> [WHAT YOU ARE ASKED TO DO] Retype each record exactly; no pictures.

> [SOURCE RECORDS]
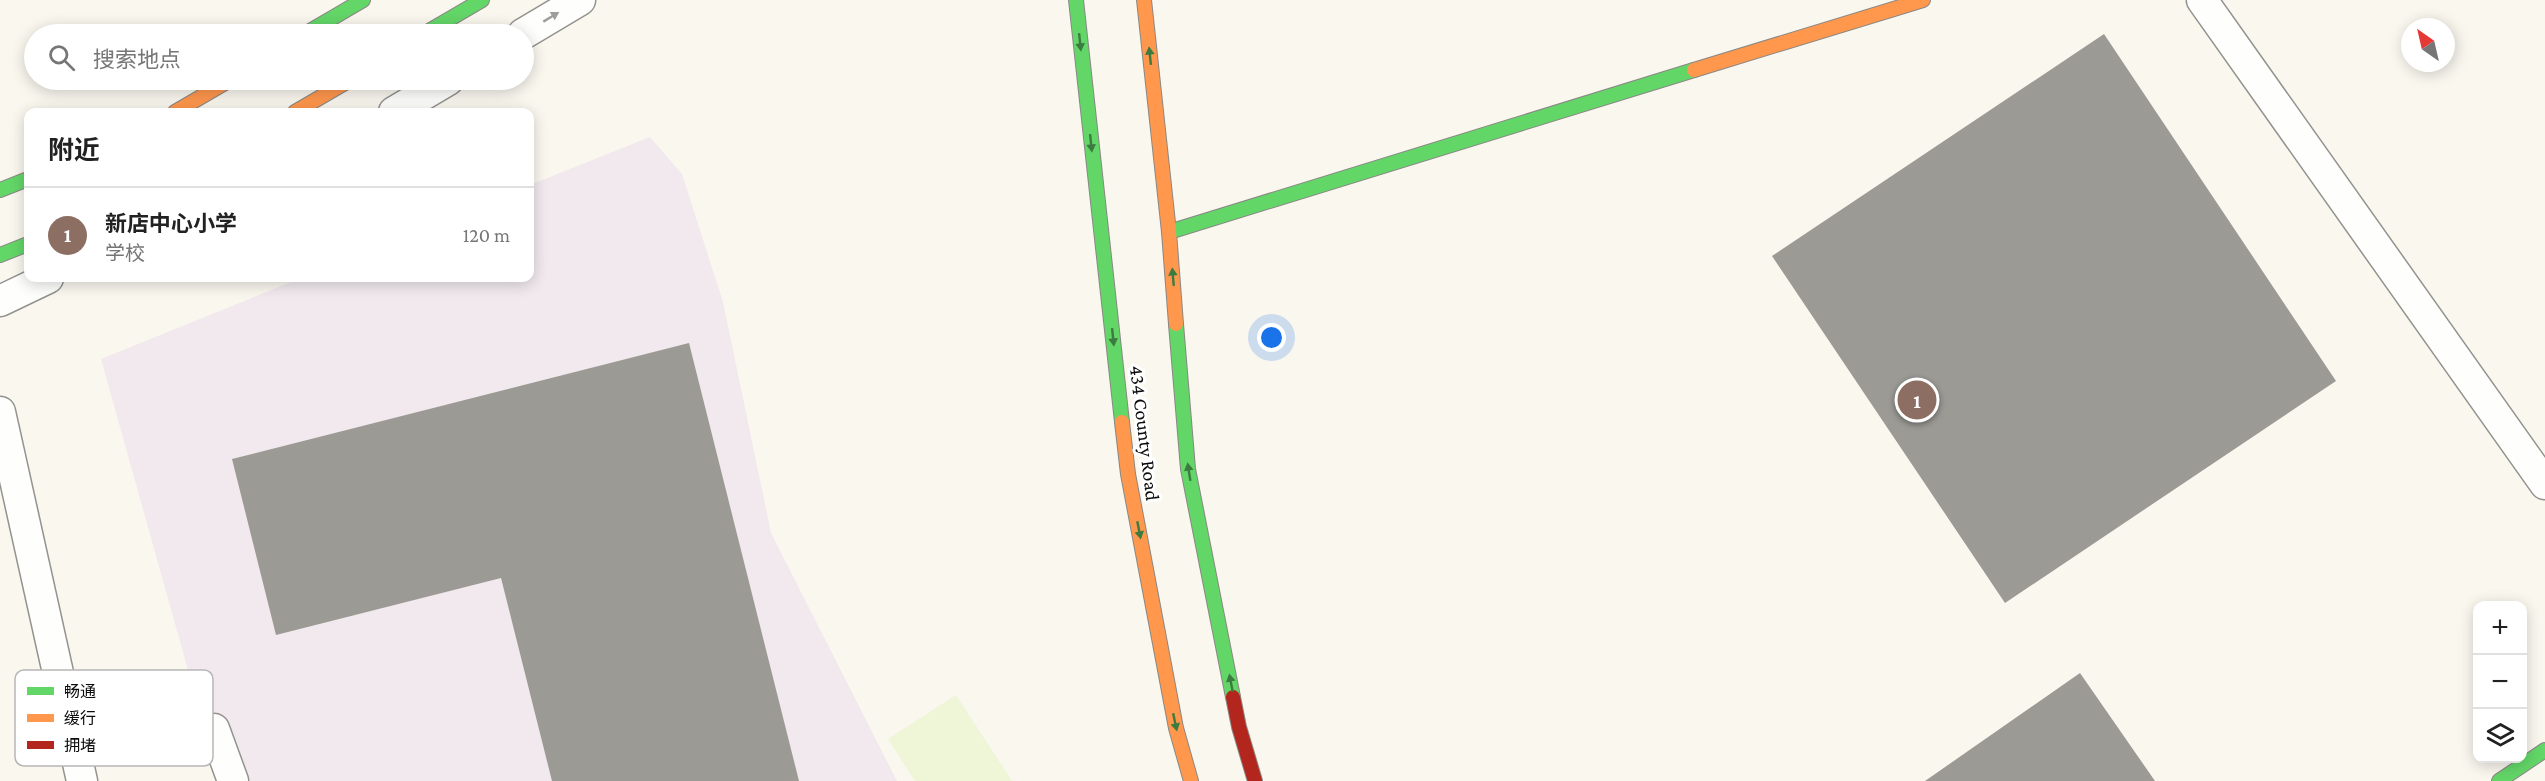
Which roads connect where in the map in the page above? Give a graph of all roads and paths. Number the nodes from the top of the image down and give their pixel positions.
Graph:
1 (363, 0) edge
2 (482, 0) edge
3 (579, 0) edge
4 (1076, 0) edge
5 (1144, 0) edge
6 (1923, 0) edge
7 (2202, 0) edge
8 (322, 24) edge
9 (441, 24) edge
10 (534, 27) edge
11 (213, 90) edge
12 (333, 90) edge
13 (431, 90) edge
14 (182, 108) edge
15 (303, 108) edge
16 (401, 108) edge
17 (24, 181) edge
18 (0, 190) edge
19 (1169, 232) junction
20 (24, 246) edge
21 (0, 255) edge
22 (39, 282) edge
23 (0, 300) edge
24 (0, 412) edge
25 (2545, 484) edge
26 (57, 670) edge
27 (213, 729) edge
28 (2545, 750) edge
29 (79, 766) edge
30 (82, 781) edge
31 (233, 781) edge
32 (1191, 781) edge
33 (1255, 781) edge
34 (2499, 781) edge

1 - 8 main road
2 - 9 main road
10 -> 3 street
4 -> 32 main road, 434 County Road
19 -> 5 main road, 434 County Road
6 - 19 main road
7 - 25 street
11 - 14 main road
12 - 15 main road
13 - 16 street
17 - 18 main road
33 -> 19 main road, 434 County Road
20 - 21 main road
22 - 23 street
24 - 26 street
27 - 31 street
28 - 34 main road
29 - 30 street

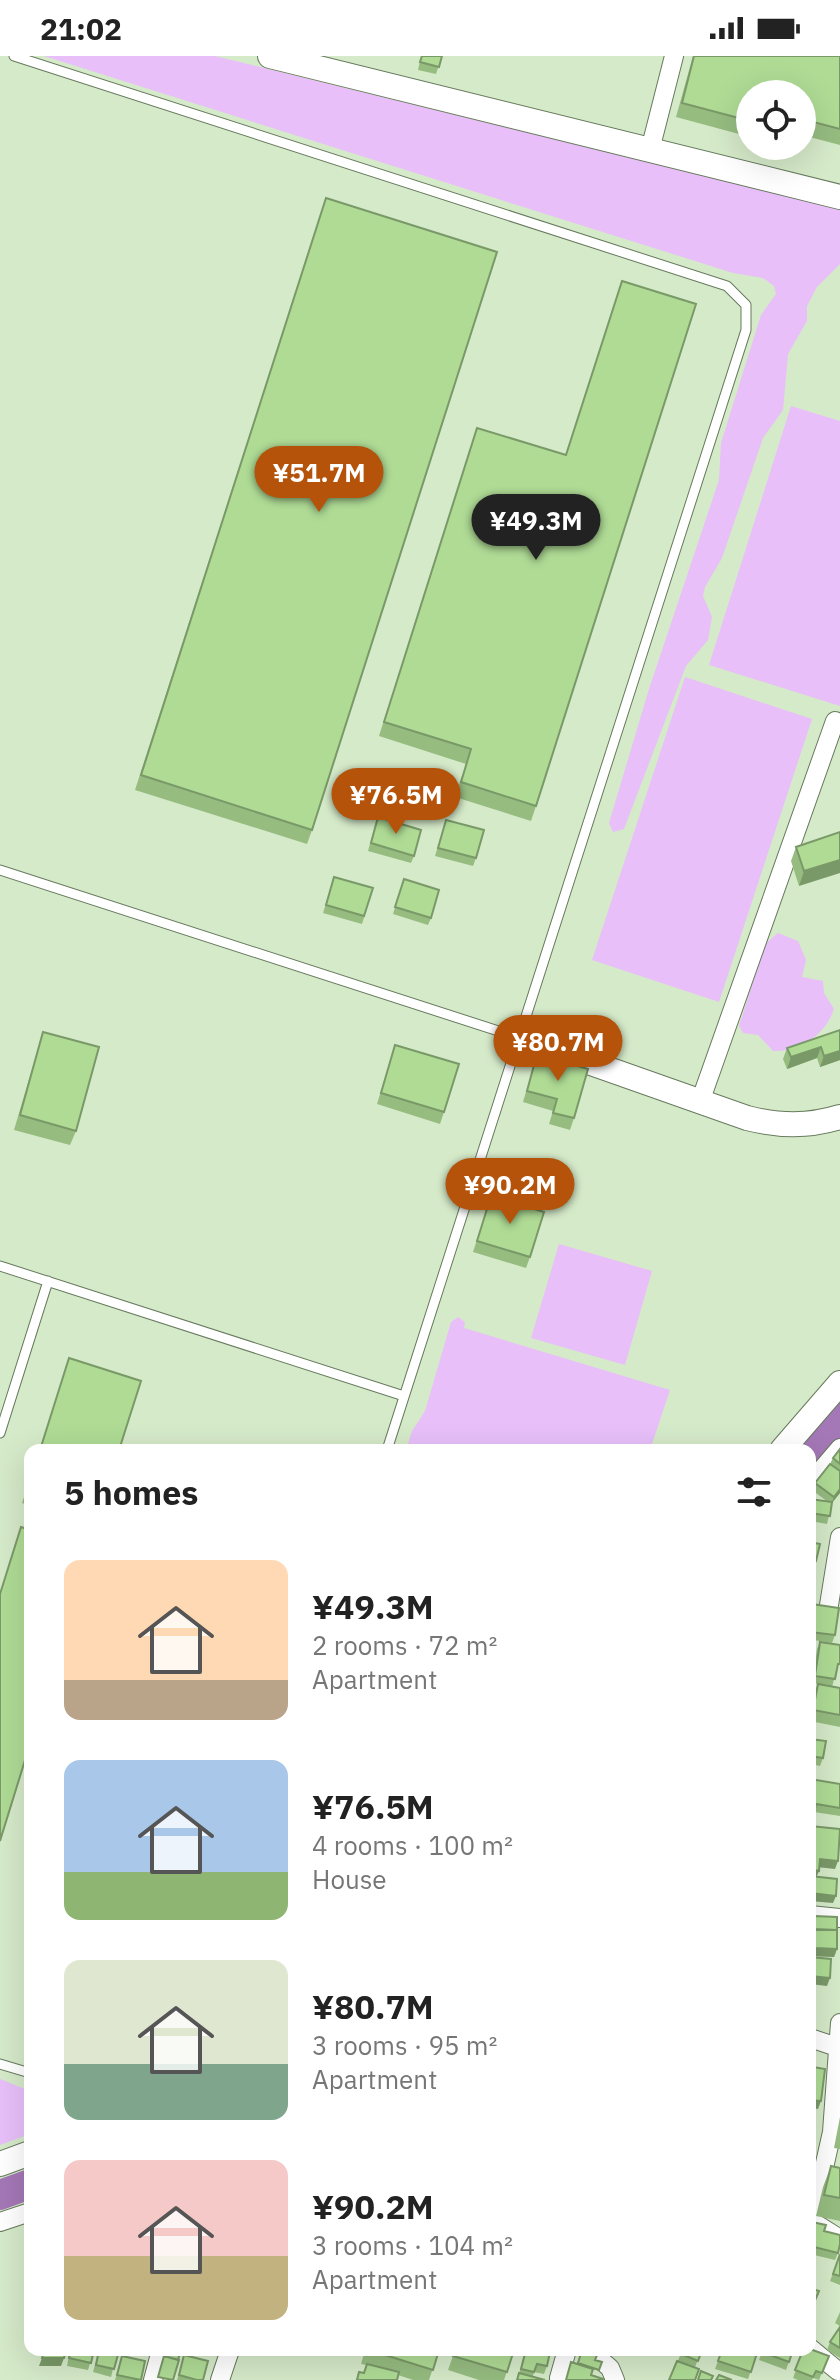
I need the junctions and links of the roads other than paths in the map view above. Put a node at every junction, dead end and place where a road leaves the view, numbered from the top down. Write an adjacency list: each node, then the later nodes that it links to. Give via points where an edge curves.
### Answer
1 (14, 56): 8 (lane, via 727,286 746,305 746,330)
2 (273, 56): 4 (street)
3 (674, 56): 4 (street)
4 (650, 150): 5 (street)
5 (840, 197)
6 (835, 721): 9 (street)
7 (0, 870): 8 (lane)
8 (520, 1038): 9 (street); 14 (lane)
9 (700, 1102): 10 (street, via 778,1125)
10 (840, 1117)
11 (0, 1266): 12 (lane)
12 (48, 1281): 14 (lane); 15 (lane)
13 (840, 1383): 17 (street)
14 (404, 1396): 16 (lane)
15 (0, 1433)
16 (389, 1444)
17 (787, 1444)
18 (840, 1448): 19 (street)
19 (816, 1476)
20 (840, 1537): 21 (street)
21 (834, 1607)
22 (816, 1916): 23 (street)
23 (840, 1918)
24 (840, 2023): 26 (street)
25 (816, 2040): 26 (street)
26 (839, 2048): 31 (street, via 832,2132)
27 (0, 2064): 28 (lane)
28 (24, 2071)
29 (24, 2155): 30 (street)
30 (0, 2164)
31 (816, 2199)
32 (24, 2214): 33 (street)
33 (0, 2222)
34 (816, 2223): 35 (street)
35 (840, 2239)
36 (816, 2354): 41 (street)
37 (159, 2356): 43 (street)
38 (228, 2356): 44 (street)
39 (565, 2356): 42 (street)
40 (596, 2356): 45 (street)
41 (837, 2374)
42 (559, 2378)
43 (153, 2380)
44 (220, 2380)
45 (615, 2380)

> [RESPONSE]
Which roads connect where in the map in the page above? Give a graph of all roads and paths. Number the nodes from the top of the image down and give their pixel positions.
Graph:
1 (363, 0) edge
2 (482, 0) edge
3 (579, 0) edge
4 (1076, 0) edge
5 (1144, 0) edge
6 (1923, 0) edge
7 (2202, 0) edge
8 (322, 24) edge
9 (441, 24) edge
10 (534, 27) edge
11 (213, 90) edge
12 (333, 90) edge
13 (431, 90) edge
14 (182, 108) edge
15 (303, 108) edge
16 (401, 108) edge
17 (24, 181) edge
18 (0, 190) edge
19 (1169, 232) junction
20 (24, 246) edge
21 (0, 255) edge
22 (39, 282) edge
23 (0, 300) edge
24 (0, 412) edge
25 (2545, 484) edge
26 (57, 670) edge
27 (213, 729) edge
28 (2545, 750) edge
29 (79, 766) edge
30 (82, 781) edge
31 (233, 781) edge
32 (1191, 781) edge
33 (1255, 781) edge
34 (2499, 781) edge

1 - 8 main road
2 - 9 main road
10 -> 3 street
4 -> 32 main road, 434 County Road
19 -> 5 main road, 434 County Road
6 - 19 main road
7 - 25 street
11 - 14 main road
12 - 15 main road
13 - 16 street
17 - 18 main road
33 -> 19 main road, 434 County Road
20 - 21 main road
22 - 23 street
24 - 26 street
27 - 31 street
28 - 34 main road
29 - 30 street

I need the junctions and links of the roads other than paths in the map view above. Put a node at every junction, dead end and place where a road leaves the view, numbered from the top down. Write an adjacency list: each node, then the later nodes that it links to. Give via points where an edge curves.
### Answer
1 (14, 56): 8 (lane, via 727,286 746,305 746,330)
2 (273, 56): 4 (street)
3 (674, 56): 4 (street)
4 (650, 150): 5 (street)
5 (840, 197)
6 (835, 721): 9 (street)
7 (0, 870): 8 (lane)
8 (520, 1038): 9 (street); 14 (lane)
9 (700, 1102): 10 (street, via 778,1125)
10 (840, 1117)
11 (0, 1266): 12 (lane)
12 (48, 1281): 14 (lane); 15 (lane)
13 (840, 1383): 17 (street)
14 (404, 1396): 16 (lane)
15 (0, 1433)
16 (389, 1444)
17 (787, 1444)
18 (840, 1448): 19 (street)
19 (816, 1476)
20 (840, 1537): 21 (street)
21 (834, 1607)
22 (816, 1916): 23 (street)
23 (840, 1918)
24 (840, 2023): 26 (street)
25 (816, 2040): 26 (street)
26 (839, 2048): 31 (street, via 832,2132)
27 (0, 2064): 28 (lane)
28 (24, 2071)
29 (24, 2155): 30 (street)
30 (0, 2164)
31 (816, 2199)
32 (24, 2214): 33 (street)
33 (0, 2222)
34 (816, 2223): 35 (street)
35 (840, 2239)
36 (816, 2354): 41 (street)
37 (159, 2356): 43 (street)
38 (228, 2356): 44 (street)
39 (565, 2356): 42 (street)
40 (596, 2356): 45 (street)
41 (837, 2374)
42 (559, 2378)
43 (153, 2380)
44 (220, 2380)
45 (615, 2380)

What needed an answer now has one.